What the task asks ->
Going through the data below, tally every line where the string "Drive" occurs, then give only the tally.

Exercise material ->
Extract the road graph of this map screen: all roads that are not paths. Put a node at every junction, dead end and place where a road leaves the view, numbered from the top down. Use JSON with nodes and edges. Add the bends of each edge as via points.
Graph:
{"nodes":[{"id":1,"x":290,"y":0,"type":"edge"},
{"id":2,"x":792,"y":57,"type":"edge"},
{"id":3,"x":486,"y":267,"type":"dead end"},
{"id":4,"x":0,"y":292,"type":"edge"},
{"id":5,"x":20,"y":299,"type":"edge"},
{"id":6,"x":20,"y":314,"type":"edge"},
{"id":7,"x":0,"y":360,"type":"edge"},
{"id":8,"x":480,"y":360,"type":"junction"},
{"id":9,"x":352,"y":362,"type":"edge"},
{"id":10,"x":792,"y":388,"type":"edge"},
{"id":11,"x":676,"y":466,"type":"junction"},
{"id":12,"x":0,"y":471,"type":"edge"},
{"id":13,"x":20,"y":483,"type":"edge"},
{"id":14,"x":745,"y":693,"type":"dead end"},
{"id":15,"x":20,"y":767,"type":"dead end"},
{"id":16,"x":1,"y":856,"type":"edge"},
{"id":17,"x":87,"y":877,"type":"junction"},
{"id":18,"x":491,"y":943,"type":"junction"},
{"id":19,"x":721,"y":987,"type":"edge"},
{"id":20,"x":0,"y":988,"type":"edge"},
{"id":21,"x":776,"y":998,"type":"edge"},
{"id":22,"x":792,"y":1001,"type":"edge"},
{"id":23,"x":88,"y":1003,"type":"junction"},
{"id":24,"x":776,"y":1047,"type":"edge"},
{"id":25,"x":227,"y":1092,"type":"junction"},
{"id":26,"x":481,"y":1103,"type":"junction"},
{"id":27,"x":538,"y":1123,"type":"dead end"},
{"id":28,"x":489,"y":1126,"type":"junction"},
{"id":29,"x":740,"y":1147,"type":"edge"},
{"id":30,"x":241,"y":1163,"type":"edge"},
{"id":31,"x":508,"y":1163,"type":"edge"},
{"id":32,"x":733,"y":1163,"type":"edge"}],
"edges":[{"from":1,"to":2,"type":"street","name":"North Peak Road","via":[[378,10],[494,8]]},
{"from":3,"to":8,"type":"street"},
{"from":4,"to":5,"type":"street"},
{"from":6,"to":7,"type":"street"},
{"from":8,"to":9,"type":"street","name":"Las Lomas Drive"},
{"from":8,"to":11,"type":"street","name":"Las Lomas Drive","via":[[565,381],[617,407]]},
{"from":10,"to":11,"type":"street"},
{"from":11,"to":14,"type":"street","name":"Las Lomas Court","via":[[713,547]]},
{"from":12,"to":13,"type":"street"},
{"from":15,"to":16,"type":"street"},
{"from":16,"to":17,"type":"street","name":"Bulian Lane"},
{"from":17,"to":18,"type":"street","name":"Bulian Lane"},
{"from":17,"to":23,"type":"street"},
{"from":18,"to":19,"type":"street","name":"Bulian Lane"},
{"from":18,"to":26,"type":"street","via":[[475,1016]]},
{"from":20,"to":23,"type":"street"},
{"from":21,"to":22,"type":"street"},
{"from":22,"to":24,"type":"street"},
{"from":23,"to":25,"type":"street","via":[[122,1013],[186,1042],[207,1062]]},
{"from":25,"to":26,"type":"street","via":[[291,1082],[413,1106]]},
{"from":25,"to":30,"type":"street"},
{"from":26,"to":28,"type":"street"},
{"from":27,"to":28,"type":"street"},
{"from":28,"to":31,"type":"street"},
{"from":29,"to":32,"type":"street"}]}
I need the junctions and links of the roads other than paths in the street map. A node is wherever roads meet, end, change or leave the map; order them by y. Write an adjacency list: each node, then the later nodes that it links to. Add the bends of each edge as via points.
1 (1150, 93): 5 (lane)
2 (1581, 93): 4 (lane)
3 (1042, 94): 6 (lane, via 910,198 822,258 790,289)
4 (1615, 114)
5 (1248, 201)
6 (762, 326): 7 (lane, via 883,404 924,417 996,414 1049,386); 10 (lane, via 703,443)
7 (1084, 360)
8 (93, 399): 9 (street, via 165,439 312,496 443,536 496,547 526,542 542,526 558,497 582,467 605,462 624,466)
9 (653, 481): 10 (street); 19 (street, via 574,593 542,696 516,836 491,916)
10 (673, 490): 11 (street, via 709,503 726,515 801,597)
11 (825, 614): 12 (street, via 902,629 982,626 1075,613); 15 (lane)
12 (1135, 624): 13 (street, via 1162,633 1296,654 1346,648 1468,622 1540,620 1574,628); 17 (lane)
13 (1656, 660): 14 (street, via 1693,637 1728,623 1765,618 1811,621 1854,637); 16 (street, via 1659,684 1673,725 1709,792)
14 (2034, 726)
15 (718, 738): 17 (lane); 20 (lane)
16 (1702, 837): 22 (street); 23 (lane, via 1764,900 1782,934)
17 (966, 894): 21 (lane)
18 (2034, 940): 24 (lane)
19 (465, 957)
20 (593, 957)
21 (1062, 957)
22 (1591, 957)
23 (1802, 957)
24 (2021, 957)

Response to this task ->
2